Supplied data:
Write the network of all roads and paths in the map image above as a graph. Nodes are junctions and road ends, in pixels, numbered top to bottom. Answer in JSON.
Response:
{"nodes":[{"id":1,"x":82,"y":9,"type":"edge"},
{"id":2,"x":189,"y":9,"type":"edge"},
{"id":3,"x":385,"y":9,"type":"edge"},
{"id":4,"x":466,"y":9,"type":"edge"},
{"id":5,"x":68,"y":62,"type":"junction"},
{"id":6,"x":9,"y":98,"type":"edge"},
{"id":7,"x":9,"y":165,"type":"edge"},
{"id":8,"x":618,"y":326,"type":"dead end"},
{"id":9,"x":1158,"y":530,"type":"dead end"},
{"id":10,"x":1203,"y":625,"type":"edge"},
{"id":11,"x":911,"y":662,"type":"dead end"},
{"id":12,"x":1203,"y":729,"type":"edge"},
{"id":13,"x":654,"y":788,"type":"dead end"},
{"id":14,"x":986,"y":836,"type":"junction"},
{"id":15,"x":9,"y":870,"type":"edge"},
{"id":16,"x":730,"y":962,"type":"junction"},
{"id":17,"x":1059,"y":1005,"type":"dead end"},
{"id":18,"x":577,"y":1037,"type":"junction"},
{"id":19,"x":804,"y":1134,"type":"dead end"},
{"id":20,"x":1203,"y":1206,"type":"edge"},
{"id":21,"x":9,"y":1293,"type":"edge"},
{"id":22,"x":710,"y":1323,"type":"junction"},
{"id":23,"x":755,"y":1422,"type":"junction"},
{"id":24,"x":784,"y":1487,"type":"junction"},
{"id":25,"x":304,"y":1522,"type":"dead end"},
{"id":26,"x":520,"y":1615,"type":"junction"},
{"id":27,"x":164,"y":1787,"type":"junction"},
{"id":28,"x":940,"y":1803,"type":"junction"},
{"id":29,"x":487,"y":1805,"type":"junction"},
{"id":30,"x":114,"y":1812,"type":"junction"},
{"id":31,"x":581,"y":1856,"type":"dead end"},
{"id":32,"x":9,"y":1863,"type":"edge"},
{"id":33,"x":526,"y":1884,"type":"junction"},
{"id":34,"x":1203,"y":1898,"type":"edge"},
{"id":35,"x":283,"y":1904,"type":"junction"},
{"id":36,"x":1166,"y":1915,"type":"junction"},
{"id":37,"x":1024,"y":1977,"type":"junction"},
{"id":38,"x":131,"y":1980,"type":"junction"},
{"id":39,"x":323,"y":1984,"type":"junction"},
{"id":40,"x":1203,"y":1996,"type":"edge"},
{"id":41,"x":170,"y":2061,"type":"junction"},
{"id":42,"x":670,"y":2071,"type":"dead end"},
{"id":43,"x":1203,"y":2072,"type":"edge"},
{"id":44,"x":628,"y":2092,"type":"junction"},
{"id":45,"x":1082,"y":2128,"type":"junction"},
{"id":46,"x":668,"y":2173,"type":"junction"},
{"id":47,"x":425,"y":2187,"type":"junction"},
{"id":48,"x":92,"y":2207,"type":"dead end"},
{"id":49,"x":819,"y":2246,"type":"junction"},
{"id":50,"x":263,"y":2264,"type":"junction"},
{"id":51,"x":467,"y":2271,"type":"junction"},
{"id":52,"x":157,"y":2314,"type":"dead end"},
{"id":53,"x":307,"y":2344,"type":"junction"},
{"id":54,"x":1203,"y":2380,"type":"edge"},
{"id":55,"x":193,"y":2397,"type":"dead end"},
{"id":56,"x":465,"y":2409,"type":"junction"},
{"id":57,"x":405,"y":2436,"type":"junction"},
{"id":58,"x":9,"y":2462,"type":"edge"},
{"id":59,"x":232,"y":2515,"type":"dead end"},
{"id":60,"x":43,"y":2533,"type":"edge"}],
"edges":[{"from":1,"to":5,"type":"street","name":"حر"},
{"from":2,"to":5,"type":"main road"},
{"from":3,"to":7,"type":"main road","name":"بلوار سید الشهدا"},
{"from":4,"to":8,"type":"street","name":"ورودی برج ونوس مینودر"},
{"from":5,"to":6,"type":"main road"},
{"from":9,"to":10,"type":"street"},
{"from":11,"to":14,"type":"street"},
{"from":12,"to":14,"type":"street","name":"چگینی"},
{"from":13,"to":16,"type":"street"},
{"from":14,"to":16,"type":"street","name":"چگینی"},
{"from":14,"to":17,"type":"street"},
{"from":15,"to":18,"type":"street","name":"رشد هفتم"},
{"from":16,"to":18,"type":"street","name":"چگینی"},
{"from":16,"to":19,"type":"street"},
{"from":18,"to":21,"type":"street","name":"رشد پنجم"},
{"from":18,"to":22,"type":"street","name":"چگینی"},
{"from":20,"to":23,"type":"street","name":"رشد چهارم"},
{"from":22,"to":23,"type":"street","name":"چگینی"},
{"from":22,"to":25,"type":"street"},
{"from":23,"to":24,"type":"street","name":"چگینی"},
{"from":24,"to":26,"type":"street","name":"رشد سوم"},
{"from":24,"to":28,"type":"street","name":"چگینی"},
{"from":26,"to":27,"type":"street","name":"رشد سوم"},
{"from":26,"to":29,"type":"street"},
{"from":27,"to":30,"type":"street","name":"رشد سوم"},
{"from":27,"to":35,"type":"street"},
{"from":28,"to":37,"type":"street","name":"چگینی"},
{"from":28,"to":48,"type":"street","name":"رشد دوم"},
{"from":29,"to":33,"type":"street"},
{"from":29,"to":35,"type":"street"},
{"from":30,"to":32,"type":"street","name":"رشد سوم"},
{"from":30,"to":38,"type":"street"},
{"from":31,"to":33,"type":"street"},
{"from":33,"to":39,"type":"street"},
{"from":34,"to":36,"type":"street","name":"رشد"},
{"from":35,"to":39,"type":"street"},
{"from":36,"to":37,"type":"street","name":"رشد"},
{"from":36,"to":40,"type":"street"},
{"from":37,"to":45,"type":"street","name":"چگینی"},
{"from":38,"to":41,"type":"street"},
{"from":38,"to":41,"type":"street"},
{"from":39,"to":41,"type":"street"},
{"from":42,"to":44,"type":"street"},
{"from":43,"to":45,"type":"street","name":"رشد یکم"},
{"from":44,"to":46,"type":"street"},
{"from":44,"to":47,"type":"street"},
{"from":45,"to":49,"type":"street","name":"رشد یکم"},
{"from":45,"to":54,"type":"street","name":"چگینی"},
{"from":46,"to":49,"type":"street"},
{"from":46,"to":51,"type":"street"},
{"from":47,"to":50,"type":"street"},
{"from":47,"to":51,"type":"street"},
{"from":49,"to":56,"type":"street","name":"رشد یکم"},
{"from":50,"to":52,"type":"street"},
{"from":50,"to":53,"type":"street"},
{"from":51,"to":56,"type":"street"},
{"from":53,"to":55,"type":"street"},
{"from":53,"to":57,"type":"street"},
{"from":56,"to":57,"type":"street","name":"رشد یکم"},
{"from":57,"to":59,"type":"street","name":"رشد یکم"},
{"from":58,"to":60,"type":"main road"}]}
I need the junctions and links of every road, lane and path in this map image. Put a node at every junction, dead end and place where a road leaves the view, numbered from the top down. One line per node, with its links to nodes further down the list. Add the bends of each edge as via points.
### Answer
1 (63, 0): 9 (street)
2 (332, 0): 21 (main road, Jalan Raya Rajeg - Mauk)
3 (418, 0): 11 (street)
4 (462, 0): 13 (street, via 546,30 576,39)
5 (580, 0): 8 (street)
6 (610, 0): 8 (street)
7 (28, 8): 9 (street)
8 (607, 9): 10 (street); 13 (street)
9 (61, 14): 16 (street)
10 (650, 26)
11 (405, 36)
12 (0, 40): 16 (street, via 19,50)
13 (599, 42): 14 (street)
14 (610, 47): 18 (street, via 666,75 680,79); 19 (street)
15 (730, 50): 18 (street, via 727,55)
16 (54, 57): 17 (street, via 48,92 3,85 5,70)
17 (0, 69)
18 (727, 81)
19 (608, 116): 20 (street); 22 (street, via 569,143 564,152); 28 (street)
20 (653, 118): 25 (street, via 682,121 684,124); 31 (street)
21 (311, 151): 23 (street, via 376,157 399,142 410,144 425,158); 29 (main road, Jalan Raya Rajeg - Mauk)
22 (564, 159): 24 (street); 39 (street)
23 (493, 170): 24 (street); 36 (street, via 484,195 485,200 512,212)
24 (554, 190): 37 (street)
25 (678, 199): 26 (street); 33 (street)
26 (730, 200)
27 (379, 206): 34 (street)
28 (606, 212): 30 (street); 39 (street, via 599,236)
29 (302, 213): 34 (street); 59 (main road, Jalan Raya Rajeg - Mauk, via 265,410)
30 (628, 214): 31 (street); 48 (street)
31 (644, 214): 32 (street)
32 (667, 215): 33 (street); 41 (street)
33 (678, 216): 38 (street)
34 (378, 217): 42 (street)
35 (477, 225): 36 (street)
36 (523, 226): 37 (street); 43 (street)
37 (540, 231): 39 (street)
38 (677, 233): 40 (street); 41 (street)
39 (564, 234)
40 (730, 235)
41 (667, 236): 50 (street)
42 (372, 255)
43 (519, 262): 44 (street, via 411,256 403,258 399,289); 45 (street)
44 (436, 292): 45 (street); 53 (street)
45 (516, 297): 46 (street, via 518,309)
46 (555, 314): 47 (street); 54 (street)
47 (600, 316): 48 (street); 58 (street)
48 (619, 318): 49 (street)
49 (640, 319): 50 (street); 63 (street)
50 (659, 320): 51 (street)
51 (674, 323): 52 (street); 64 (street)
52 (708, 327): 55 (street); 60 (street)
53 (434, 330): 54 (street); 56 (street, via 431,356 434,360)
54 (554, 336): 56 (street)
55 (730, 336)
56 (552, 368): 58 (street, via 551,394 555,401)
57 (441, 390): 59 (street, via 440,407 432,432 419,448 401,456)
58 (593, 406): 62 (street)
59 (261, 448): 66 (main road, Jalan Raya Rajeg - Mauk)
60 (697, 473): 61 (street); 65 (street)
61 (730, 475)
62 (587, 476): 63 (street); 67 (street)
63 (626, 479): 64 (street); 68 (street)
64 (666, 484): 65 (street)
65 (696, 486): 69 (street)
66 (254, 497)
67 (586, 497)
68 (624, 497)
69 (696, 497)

Required action: From the records above, pull out every line containing the word "junctions".

Result of this task:
Write the network of all roads and paths in the map image above as a graph. Nodes are junctions and road ends, in pixels, numbered top to bottom. Answer in JSON.
I need the junctions and links of every road, lane and path in this map image. Put a node at every junction, dead end and place where a road leaves the view, numbered from the top down. One line per node, with its links to nodes further down the list. Add the bends of each edge as via points.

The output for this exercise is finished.